In 1842 he moved to Chicago to seek a fortune. He engaged in business in a small way, but it was a time of financial depression and he found it difficult to get a start. In 1845 he began to buy wheat and in November he sold all the wheat he had accumulated in two storehouses and a large elevator. The transaction was so profitable that he was led to buy largely and rather recklessly, and in a year lost all he had made. He later said that he had learned two things by this experience: not to buy on speculation and not to go outside Chicago for his market; and he thought this wisdom had been cheaply bought. He soon reestablished himself, and thenceforth had a permanent standing in the business world.
Lunt was for two years vice-president of Galena & Chicago Union Railroad, and served as a director until the road was consolidated with the Chicago & Northwestern. In 1862, because his health was poor, he gave up active business life, and in 1865 he went abroad for two years with his family, traveling extensively in Europe and Asia.

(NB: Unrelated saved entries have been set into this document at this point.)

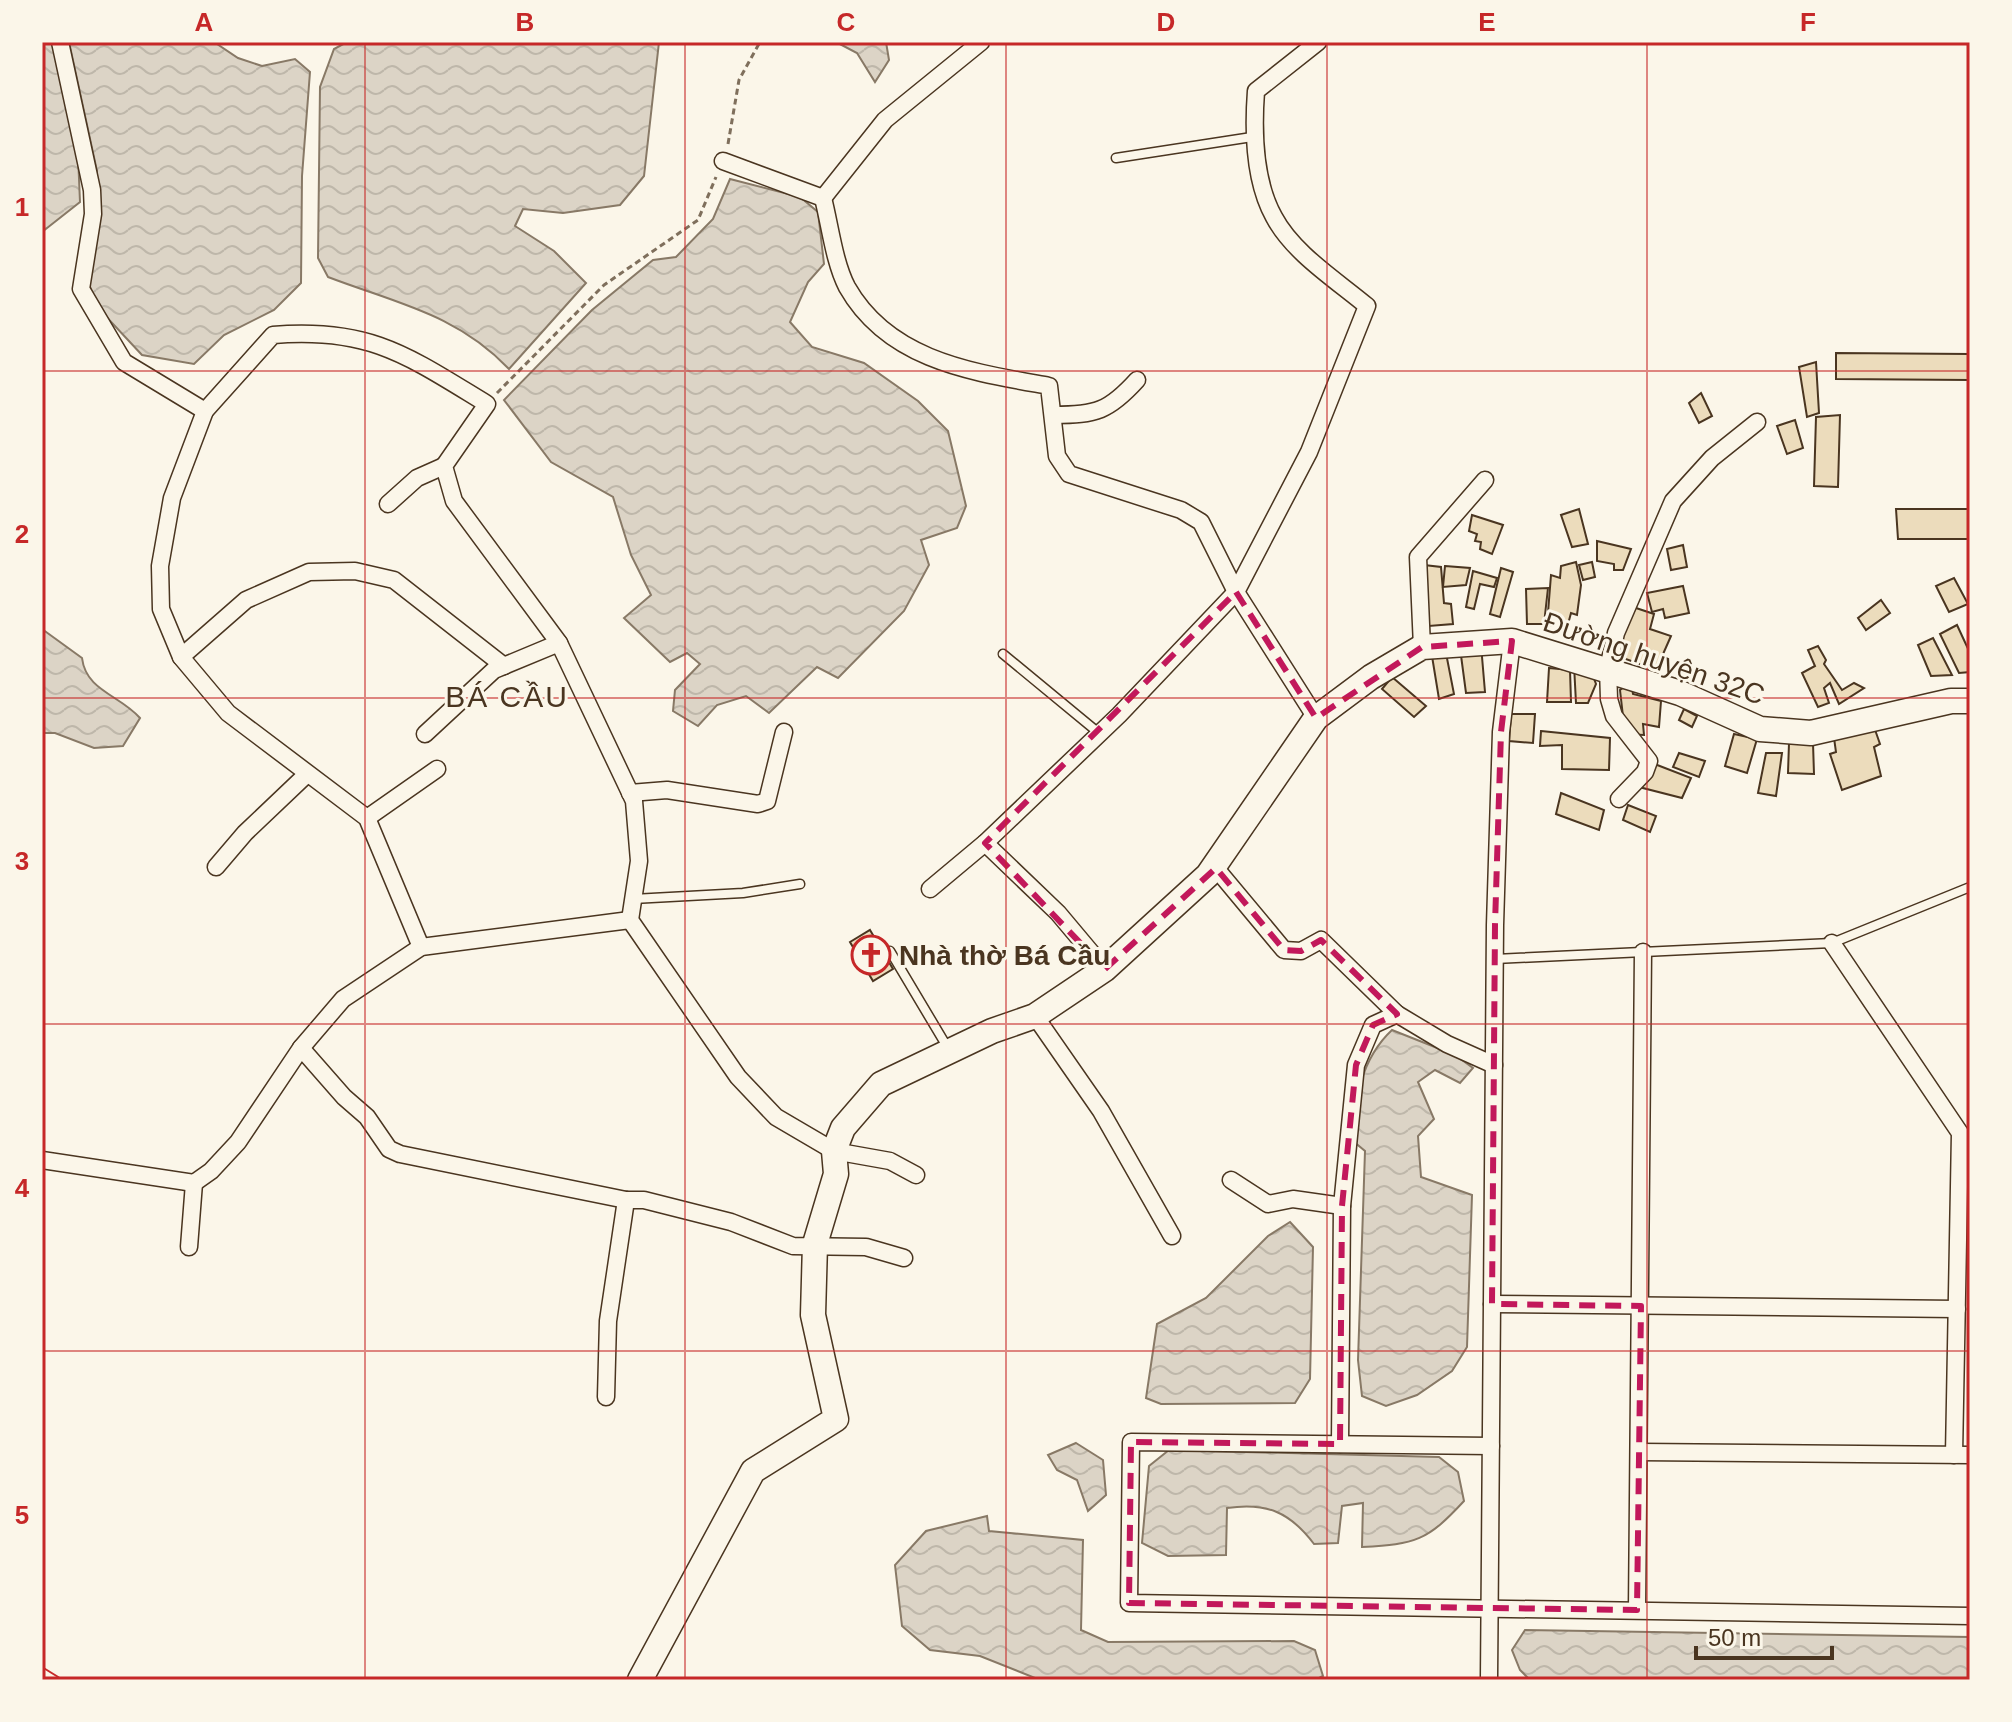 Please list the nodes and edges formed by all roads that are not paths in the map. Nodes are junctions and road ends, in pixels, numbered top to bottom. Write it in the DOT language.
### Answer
graph roads {
  1 [pos="60,42"];
  2 [pos="981,42"];
  3 [pos="1318,42"];
  4 [pos="1252,137"];
  5 [pos="1116,158"];
  6 [pos="723,161"];
  7 [pos="823,198"];
  8 [pos="1137,380"];
  9 [pos="205,411"];
  10 [pos="1054,415"];
  11 [pos="1757,422"];
  12 [pos="444,466"];
  13 [pos="1485,480"];
  14 [pos="388,504"];
  15 [pos="1236,592"];
  16 [pos="1512,641"];
  17 [pos="559,643"];
  18 [pos="1422,647"];
  19 [pos="1003,654"];
  20 [pos="181,657"];
  21 [pos="504,666"];
  22 [pos="1608,668"];
  23 [pos="1970,701"];
  24 [pos="1316,718"];
  25 [pos="784,732"];
  26 [pos="425,734"];
  27 [pos="1100,734"];
  28 [pos="437,769"];
  29 [pos="306,775"];
  30 [pos="630,793"];
  31 [pos="1619,799"];
  32 [pos="367,818"];
  33 [pos="985,843"];
  34 [pos="1214,866"];
  35 [pos="216,867"];
  36 [pos="800,884"];
  37 [pos="1970,887"];
  38 [pos="930,889"];
  39 [pos="633,899"];
  40 [pos="630,920"];
  41 [pos="1832,943"];
  42 [pos="421,947"];
  43 [pos="890,951"];
  44 [pos="1643,952"];
  45 [pos="1495,959"];
  46 [pos="1105,969"];
  47 [pos="1397,1014"];
  48 [pos="1035,1016"];
  49 [pos="301,1048"];
  50 [pos="950,1051"];
  51 [pos="1494,1065"];
  52 [pos="1965,1133"];
  53 [pos="834,1151"];
  54 [pos="42,1160"];
  55 [pos="916,1175"];
  56 [pos="1231,1180"];
  57 [pos="194,1183"];
  58 [pos="626,1200"];
  59 [pos="1342,1206"];
  60 [pos="1172,1236"];
  61 [pos="815,1244"];
  62 [pos="189,1247"];
  63 [pos="904,1258"];
  64 [pos="1492,1304"];
  65 [pos="1641,1306"];
  66 [pos="1957,1309"];
  67 [pos="606,1397"];
  68 [pos="1340,1444"];
  69 [pos="1491,1446"];
  70 [pos="1640,1452"];
  71 [pos="1962,1455"];
  72 [pos="1490,1607"];
  73 [pos="1637,1610"];
  74 [pos="1970,1616"];
  75 [pos="640,1680"];
  76 [pos="1489,1680"];
  1 -- 9 [label="street"];
  2 -- 7 [label="street"];
  3 -- 4 [label="street"];
  4 -- 5 [label="lane"];
  4 -- 15 [label="street"];
  6 -- 7 [label="street"];
  7 -- 10 [label="street"];
  8 -- 10 [label="street"];
  9 -- 12 [label="street"];
  9 -- 20 [label="street"];
  10 -- 15 [label="street"];
  11 -- 22 [label="street"];
  12 -- 14 [label="street"];
  12 -- 17 [label="street"];
  13 -- 18 [label="street"];
  15 -- 24 [label="street"];
  15 -- 27 [label="street"];
  16 -- 18 [label="street, Đường huyện 32C"];
  16 -- 22 [label="street, Đường huyện 32C"];
  16 -- 45 [label="street"];
  17 -- 21 [label="street"];
  17 -- 30 [label="street"];
  18 -- 24 [label="street, Đường huyện 32C"];
  19 -- 27 [label="lane"];
  20 -- 21 [label="street"];
  20 -- 29 [label="street"];
  21 -- 26 [label="street"];
  22 -- 23 [label="street, Đường huyện 32C"];
  22 -- 31 [label="street"];
  24 -- 34 [label="street, Đường huyện 32C"];
  25 -- 30 [label="street"];
  27 -- 33 [label="street"];
  28 -- 32 [label="street"];
  29 -- 32 [label="street"];
  29 -- 35 [label="street"];
  30 -- 39 [label="street"];
  32 -- 42 [label="street"];
  33 -- 38 [label="street"];
  33 -- 46 [label="street"];
  34 -- 46 [label="street, Đường huyện 32C"];
  34 -- 47 [label="street"];
  36 -- 39 [label="lane"];
  37 -- 41 [label="lane"];
  39 -- 40 [label="street"];
  40 -- 42 [label="street"];
  40 -- 53 [label="street"];
  41 -- 44 [label="lane"];
  41 -- 52 [label="street"];
  42 -- 49 [label="street"];
  43 -- 50 [label="lane"];
  44 -- 45 [label="lane"];
  44 -- 65 [label="street"];
  45 -- 51 [label="street"];
  46 -- 48 [label="street, Đường huyện 32C"];
  47 -- 51 [label="street"];
  47 -- 59 [label="street"];
  48 -- 50 [label="street, Đường huyện 32C"];
  48 -- 60 [label="street"];
  49 -- 57 [label="street"];
  49 -- 58 [label="street"];
  50 -- 53 [label="street, Đường huyện 32C"];
  51 -- 64 [label="street"];
  52 -- 66 [label="street"];
  53 -- 55 [label="street"];
  53 -- 61 [label="street, Đường huyện 32C"];
  54 -- 57 [label="street"];
  56 -- 59 [label="street"];
  57 -- 62 [label="street"];
  58 -- 61 [label="street"];
  58 -- 67 [label="street"];
  59 -- 68 [label="street"];
  61 -- 63 [label="street"];
  61 -- 75 [label="street, Đường huyện 32C"];
  64 -- 65 [label="street"];
  64 -- 69 [label="street"];
  65 -- 66 [label="street"];
  65 -- 70 [label="street"];
  66 -- 71 [label="street"];
  68 -- 69 [label="street"];
  68 -- 72 [label="street"];
  69 -- 72 [label="street"];
  70 -- 71 [label="street"];
  70 -- 73 [label="street"];
  72 -- 73 [label="street"];
  72 -- 76 [label="street"];
  73 -- 74 [label="street"];
} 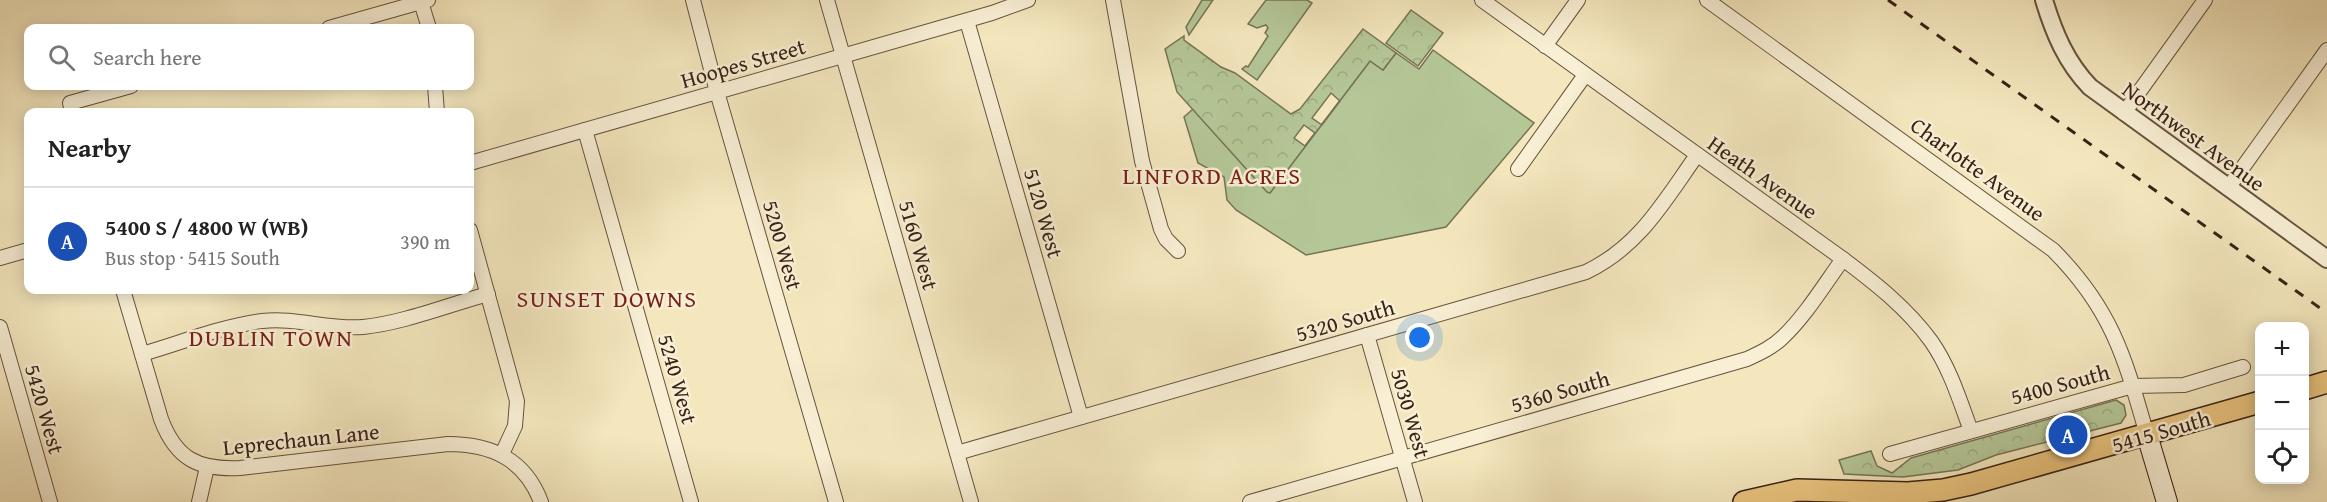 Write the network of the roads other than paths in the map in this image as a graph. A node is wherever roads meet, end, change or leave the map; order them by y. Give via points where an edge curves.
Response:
1 (693, 0) edge
2 (827, 0) edge
3 (1028, 0) edge
4 (1113, 0) edge
5 (1482, 0) edge
6 (1578, 0) edge
7 (1707, 0) edge
8 (2044, 0) edge
9 (2205, 0) edge
10 (425, 1) edge
11 (967, 21) junction
12 (343, 24) edge
13 (428, 24) edge
14 (1545, 46) junction
15 (2327, 50) edge
16 (843, 56) junction
17 (1585, 75) junction
18 (120, 90) edge
19 (435, 90) edge
20 (717, 92) junction
21 (71, 108) edge
22 (437, 108) edge
23 (2124, 113) junction
24 (585, 130) junction
25 (1697, 155) junction
26 (474, 162) edge
27 (1518, 169) dead end
28 (2228, 188) junction
29 (474, 244) edge
30 (24, 251) edge
31 (1178, 251) dead end
32 (0, 258) edge
33 (1843, 259) junction
34 (2327, 259) edge
35 (124, 294) edge
36 (488, 294) junction
37 (0, 327) edge
38 (1367, 335) junction
39 (142, 354) junction
40 (2243, 367) dead end
41 (2327, 382) edge
42 (2133, 386) junction
43 (2309, 387) edge
44 (2255, 403) edge
45 (1081, 417) junction
46 (1971, 431) junction
47 (2147, 435) junction
48 (957, 453) junction
49 (502, 454) junction
50 (1890, 454) dead end
51 (1402, 458) junction
52 (207, 467) junction
53 (50, 502) edge
54 (199, 502) edge
55 (541, 502) edge
56 (691, 502) edge
57 (836, 502) edge
58 (971, 502) edge
59 (1250, 502) edge
60 (1415, 502) edge
61 (1744, 502) edge
62 (2167, 502) edge

1 - 20 street, 5200 West
2 - 16 street, 5160 West
3 - 11 street, Hoopes Street
4 - 31 street via 1142,161 1161,229
5 - 14 street, Heath Avenue
6 - 14 street
7 - 42 street, Charlotte Avenue via 2053,250 2103,310
8 - 23 street, Northwest Avenue via 2054,32 2078,75
9 - 23 street
10 - 12 street
10 - 13 street
11 - 16 street, Hoopes Street
11 - 45 street, 5120 West
14 - 17 street, Heath Avenue
15 - 28 street
16 - 20 street, Hoopes Street
16 - 48 street, 5160 West
17 - 25 street, Heath Avenue
17 - 27 street
18 - 21 street
19 - 22 street
20 - 24 street, Hoopes Street
20 - 57 street, 5200 West
23 - 28 street, Northwest Avenue
24 - 26 street, Hoopes Street
24 - 56 street, 5240 West
25 - 33 street, Heath Avenue
25 - 38 street, 5320 South via 1643,231 1602,264 1571,277
28 - 34 street, Northwest Avenue
29 - 36 street
30 - 32 street
33 - 46 street, Heath Avenue via 1887,293 1932,342
33 - 51 street, 5360 South via 1783,337 1747,359
35 - 39 street, Leprechaun Lane
36 - 39 street via 363,327 296,320 260,321
36 - 49 street via 517,401 515,426
37 - 53 street, 5420 West
38 - 45 street, 5320 South
38 - 51 street, 5030 West
39 - 52 street, Leprechaun Lane via 167,435 186,457
40 - 42 street, 5400 South via 2184,385
41 - 43 main road
42 - 46 street, 5400 South
42 - 47 street, Charlotte Avenue
44 - 47 main road, 5415 South
45 - 48 street, 5320 South
46 - 50 street, 5400 South
47 - 61 main road, 5415 South via 1943,490 1797,490
47 - 62 main road
48 - 58 street, 5160 West
49 - 52 street, Leprechaun Lane via 470,444 448,444 240,468
49 - 55 street, Leprechaun Lane via 533,485
51 - 59 street, 5360 South
51 - 60 street, 5030 West
52 - 54 street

He was a member of the Committee of Safety and Finance during the Civil War, secretary and treasurer of the board of trustees of Northwestern University and also of Garrett Biblical Institute for many years. Lunt and his friend and fellow trustee, John Evans, were appointed on a committee to choose a site for the projected Northwestern University, but it was Lunt alone who waded through the swamp which lay between the road and the lake shore and discovered the ridges and hardwood groves along the lake which marked the site of the present university campus. The trustees purchased 379 acres at seventy dollars an acre. The city of Evanston, which they wished to call Luntville or Orrington, but which was finally named after John Evans, grew up about the university; Lunt moved his residence to Evanston in 1874 and was a foremost citizen until the day of his death.
Achievements
Religion
Lunt was a devout Methodist. He had joined the Clark Street Church in Chicago as soon as he arrived in that city and he was identified with all the Methodist enterprises in the next generation.
Membership
Lunt was a trustee of the Chicago Young Men's Christian Association and a president of the Chicago Bible Society.
Personality
Lunt had a pleasing countenance and in his later years a patriarchal appearance, and he was always characterized by a beautiful and benign disposition. He had a singing voice in his youth which maintained its sweetness even in old age. A shrewd and honest business man, he was much sought for as treasurer of important funds.
Connections
On January 16, 1842, Lunt married Cornelia A. Gray, who became the mother of his four children.